[Task item] When the string "ЛЕНИНА" is part of a line in the data below, report the whole line.

[Stored data]
+-------+

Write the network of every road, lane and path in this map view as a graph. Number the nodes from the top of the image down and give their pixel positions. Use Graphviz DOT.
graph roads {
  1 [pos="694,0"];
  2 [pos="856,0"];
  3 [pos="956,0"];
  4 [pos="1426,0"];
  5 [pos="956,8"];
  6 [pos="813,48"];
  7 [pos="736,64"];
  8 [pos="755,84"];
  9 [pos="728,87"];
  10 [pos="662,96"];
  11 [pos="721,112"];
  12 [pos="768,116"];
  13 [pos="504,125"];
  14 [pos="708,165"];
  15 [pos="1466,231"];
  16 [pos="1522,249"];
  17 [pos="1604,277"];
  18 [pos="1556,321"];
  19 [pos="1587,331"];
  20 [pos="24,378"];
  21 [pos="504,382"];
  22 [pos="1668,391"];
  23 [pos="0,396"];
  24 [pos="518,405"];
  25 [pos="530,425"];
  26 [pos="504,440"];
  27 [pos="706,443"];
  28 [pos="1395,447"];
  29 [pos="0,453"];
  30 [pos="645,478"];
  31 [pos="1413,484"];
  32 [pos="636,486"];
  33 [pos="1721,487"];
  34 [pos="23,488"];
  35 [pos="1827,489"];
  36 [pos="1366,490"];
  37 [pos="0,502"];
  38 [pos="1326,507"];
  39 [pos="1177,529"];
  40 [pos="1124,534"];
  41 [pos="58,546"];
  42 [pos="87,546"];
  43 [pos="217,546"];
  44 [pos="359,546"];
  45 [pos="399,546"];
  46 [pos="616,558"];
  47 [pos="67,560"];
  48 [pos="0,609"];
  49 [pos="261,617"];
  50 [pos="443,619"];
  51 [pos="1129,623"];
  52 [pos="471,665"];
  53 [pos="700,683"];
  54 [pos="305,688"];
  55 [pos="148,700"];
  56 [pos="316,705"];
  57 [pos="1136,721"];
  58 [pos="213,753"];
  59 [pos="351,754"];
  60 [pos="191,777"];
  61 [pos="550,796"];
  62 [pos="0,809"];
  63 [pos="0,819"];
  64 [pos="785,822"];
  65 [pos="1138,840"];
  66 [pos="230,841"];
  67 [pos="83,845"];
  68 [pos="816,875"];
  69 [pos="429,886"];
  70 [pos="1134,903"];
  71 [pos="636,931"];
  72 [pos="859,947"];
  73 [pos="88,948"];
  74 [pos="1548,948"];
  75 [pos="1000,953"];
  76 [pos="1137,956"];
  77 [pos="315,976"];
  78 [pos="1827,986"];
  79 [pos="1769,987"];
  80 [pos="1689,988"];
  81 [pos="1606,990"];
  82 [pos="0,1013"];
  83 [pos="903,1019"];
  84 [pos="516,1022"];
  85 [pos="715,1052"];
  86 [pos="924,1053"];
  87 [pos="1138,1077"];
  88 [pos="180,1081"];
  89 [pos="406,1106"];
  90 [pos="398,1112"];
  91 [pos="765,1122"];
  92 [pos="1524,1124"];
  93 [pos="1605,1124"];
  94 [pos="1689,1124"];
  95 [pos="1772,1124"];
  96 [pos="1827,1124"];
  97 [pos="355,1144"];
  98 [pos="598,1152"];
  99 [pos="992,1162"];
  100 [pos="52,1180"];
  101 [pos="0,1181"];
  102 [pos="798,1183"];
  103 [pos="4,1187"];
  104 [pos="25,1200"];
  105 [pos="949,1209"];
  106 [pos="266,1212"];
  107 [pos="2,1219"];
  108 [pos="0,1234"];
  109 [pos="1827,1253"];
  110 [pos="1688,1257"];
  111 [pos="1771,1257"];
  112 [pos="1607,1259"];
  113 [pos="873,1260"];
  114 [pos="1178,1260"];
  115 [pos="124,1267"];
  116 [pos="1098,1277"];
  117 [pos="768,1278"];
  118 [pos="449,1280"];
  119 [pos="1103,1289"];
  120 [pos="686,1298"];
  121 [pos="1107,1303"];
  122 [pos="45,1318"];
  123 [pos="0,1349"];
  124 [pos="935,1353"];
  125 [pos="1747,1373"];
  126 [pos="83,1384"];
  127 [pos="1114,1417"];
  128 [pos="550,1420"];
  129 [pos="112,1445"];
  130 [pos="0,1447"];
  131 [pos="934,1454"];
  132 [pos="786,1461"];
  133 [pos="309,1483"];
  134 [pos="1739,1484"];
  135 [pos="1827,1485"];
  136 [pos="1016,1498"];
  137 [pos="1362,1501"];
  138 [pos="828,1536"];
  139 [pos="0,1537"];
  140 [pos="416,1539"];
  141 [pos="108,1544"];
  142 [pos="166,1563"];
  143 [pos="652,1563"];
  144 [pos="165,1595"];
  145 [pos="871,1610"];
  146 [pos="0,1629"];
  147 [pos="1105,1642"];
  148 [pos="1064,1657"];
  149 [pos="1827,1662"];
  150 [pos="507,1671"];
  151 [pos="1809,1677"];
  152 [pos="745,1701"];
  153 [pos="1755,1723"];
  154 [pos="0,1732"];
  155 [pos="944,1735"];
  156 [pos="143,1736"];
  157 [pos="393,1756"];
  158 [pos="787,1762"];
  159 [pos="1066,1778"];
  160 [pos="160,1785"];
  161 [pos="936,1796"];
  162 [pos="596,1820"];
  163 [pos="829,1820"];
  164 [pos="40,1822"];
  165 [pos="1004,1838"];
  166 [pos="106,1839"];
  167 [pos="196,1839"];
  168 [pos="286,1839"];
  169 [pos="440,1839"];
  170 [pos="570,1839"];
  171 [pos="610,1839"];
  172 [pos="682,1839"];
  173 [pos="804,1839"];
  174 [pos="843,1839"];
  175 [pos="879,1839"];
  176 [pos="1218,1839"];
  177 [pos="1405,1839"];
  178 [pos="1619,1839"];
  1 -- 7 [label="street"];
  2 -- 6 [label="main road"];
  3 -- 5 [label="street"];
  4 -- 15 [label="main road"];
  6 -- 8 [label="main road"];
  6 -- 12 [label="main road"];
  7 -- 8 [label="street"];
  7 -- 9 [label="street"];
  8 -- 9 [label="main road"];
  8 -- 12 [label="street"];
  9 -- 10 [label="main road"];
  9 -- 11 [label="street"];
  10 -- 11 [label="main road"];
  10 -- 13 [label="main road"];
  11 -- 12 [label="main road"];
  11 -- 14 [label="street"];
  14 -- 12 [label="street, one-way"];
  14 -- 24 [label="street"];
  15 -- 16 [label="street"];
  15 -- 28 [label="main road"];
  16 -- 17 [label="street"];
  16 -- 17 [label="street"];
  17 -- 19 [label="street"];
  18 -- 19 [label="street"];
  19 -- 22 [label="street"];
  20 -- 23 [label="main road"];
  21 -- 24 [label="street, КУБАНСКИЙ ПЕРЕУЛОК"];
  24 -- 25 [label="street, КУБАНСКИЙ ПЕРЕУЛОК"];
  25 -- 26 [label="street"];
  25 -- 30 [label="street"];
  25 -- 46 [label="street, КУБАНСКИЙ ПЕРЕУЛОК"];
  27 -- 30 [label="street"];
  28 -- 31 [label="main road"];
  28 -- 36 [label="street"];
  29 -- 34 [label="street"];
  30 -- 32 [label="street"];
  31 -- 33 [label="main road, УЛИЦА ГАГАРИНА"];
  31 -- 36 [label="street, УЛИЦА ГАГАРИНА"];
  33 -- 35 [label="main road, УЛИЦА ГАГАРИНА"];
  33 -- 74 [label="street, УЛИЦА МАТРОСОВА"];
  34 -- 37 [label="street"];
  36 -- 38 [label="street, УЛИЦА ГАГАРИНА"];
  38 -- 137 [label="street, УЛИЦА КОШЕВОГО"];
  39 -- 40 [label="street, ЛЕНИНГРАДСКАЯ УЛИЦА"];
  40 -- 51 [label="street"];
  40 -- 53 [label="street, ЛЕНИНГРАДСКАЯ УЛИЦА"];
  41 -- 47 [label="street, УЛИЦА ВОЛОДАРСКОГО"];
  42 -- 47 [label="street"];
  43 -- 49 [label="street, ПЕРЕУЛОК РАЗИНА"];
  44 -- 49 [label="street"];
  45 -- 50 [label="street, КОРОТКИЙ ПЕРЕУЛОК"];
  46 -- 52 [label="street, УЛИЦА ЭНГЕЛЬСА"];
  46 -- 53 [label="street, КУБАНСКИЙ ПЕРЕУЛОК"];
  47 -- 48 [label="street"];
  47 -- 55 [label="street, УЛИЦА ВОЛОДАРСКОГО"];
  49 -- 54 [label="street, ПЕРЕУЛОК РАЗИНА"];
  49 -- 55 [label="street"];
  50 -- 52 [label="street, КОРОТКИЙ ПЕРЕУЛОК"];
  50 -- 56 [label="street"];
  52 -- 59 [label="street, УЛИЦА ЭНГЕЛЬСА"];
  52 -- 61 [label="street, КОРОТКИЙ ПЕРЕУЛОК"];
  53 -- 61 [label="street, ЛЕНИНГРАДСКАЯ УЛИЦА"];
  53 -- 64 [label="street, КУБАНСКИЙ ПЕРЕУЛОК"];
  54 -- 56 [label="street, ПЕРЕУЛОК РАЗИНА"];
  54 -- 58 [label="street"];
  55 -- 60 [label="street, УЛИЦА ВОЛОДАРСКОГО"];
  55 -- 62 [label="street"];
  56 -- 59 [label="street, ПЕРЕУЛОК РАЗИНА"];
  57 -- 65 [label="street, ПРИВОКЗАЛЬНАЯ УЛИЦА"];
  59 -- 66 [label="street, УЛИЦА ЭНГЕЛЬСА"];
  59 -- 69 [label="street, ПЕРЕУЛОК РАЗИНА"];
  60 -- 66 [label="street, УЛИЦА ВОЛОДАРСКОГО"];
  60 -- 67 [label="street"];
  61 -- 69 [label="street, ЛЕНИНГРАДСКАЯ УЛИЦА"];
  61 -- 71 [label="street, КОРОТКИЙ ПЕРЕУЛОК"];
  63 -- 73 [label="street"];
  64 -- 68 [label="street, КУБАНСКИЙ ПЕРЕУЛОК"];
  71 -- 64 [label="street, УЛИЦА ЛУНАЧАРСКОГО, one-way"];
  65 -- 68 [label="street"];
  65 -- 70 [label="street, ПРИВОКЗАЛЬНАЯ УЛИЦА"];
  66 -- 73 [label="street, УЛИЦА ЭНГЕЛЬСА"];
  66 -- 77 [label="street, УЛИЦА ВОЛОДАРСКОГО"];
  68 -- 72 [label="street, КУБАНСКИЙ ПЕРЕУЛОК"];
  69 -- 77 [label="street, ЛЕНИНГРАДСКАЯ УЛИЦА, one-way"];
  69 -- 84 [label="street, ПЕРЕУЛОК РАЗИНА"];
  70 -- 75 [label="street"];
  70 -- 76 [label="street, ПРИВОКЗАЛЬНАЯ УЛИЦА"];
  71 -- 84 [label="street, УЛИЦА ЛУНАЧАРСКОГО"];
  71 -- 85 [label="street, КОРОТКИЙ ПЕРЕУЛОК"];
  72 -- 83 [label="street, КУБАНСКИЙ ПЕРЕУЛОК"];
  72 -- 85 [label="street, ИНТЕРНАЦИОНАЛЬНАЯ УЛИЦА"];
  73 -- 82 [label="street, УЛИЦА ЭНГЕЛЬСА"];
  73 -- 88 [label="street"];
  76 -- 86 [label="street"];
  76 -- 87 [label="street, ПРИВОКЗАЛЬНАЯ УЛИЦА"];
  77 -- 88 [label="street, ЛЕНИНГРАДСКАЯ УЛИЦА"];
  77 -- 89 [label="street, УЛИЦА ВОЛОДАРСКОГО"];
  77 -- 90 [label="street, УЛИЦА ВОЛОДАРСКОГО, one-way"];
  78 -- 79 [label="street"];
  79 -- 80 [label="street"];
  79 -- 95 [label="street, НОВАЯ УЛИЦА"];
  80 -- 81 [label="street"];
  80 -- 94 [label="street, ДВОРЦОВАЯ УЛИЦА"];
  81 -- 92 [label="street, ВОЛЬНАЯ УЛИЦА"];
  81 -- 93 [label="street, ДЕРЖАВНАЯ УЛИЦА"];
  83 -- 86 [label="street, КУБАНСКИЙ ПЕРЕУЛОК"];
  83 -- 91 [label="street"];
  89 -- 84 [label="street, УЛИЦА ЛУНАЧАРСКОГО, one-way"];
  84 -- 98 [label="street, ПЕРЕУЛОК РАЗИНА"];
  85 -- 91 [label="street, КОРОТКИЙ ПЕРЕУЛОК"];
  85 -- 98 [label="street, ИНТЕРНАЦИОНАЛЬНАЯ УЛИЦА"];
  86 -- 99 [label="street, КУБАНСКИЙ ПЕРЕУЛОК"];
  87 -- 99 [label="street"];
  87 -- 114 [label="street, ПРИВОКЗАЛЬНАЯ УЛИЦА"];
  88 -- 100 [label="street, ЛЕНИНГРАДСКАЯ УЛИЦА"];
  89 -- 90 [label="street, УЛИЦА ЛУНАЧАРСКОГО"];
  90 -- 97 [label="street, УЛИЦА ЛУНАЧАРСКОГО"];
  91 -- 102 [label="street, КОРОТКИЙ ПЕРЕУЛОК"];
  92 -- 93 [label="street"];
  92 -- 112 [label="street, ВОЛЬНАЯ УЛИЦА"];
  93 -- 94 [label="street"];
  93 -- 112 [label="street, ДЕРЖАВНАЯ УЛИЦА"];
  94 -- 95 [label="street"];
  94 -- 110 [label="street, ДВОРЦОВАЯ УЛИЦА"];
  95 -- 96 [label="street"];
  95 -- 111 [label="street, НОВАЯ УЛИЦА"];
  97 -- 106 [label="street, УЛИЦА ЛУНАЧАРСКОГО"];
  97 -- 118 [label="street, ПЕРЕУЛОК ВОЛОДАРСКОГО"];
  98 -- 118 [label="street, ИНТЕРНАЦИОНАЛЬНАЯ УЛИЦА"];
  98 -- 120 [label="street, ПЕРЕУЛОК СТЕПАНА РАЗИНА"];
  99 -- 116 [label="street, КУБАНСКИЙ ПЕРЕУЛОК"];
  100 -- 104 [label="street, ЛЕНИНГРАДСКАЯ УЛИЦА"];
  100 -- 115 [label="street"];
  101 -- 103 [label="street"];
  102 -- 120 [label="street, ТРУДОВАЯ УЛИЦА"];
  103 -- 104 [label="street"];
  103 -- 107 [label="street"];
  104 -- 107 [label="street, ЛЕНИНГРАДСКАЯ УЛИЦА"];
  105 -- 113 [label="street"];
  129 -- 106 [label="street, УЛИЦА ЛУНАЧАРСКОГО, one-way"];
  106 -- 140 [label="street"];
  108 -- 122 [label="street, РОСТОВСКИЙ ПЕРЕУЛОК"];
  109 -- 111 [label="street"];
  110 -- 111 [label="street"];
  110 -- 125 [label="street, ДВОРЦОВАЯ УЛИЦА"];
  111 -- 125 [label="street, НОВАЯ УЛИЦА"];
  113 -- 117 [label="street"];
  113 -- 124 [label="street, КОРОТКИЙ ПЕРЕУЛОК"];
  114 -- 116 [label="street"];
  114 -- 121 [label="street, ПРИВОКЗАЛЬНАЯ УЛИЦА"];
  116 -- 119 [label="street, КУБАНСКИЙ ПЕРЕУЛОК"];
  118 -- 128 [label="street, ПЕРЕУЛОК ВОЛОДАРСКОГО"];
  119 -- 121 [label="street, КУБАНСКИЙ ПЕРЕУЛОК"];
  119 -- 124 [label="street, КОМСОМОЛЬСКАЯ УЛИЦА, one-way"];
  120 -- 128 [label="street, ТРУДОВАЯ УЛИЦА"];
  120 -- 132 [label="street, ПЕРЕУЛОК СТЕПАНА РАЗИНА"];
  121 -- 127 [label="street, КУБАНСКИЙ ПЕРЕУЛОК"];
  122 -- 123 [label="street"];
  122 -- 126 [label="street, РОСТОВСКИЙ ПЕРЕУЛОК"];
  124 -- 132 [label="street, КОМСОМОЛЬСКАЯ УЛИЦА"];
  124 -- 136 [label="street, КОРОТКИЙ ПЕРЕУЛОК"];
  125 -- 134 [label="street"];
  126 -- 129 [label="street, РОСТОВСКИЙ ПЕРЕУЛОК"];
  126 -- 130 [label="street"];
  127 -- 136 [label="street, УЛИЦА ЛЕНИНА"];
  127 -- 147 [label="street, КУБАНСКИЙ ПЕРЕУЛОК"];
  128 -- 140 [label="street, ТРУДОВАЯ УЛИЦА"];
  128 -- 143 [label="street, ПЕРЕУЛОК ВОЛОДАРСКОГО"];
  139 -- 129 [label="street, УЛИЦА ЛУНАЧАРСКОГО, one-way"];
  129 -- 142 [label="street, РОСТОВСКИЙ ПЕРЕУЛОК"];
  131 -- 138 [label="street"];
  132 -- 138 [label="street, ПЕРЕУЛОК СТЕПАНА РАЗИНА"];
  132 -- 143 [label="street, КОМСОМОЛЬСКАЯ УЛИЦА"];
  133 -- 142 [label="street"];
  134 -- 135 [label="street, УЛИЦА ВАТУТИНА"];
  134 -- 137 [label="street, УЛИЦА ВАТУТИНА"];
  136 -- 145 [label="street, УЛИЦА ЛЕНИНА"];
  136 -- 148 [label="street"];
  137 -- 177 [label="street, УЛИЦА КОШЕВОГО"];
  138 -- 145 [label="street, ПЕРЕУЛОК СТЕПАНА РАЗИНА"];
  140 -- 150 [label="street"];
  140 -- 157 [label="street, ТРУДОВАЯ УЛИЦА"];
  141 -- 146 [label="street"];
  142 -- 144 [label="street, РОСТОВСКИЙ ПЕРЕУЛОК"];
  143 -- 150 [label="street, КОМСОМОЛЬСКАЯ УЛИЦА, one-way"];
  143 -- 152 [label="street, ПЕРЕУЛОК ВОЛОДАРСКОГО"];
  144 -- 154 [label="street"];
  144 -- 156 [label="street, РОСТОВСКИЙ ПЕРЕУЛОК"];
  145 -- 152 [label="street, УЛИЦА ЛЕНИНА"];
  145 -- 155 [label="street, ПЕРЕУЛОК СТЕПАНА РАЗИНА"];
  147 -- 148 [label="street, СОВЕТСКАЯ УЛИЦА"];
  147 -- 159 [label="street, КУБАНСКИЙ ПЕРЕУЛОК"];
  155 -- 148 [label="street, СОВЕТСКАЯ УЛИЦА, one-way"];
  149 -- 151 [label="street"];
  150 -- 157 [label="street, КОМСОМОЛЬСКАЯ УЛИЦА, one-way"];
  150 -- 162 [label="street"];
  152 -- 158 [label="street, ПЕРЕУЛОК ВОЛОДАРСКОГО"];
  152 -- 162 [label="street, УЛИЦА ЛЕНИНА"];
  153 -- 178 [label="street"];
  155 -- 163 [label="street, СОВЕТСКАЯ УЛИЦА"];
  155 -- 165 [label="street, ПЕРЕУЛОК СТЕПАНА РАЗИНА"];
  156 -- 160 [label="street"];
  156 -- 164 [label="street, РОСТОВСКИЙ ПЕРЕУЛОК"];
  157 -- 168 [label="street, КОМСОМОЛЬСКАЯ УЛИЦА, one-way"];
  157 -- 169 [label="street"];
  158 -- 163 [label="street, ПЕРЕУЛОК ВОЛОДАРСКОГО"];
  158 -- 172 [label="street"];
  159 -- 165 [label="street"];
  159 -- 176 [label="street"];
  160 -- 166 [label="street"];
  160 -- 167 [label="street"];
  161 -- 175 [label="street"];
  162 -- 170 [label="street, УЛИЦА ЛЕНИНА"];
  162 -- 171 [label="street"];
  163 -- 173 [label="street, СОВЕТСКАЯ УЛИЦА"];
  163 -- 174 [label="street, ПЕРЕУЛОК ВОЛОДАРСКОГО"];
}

+-------+

[Output of the task]
  127 -- 136 [label="street, УЛИЦА ЛЕНИНА"];
  136 -- 145 [label="street, УЛИЦА ЛЕНИНА"];
  145 -- 152 [label="street, УЛИЦА ЛЕНИНА"];
  152 -- 162 [label="street, УЛИЦА ЛЕНИНА"];
  162 -- 170 [label="street, УЛИЦА ЛЕНИНА"];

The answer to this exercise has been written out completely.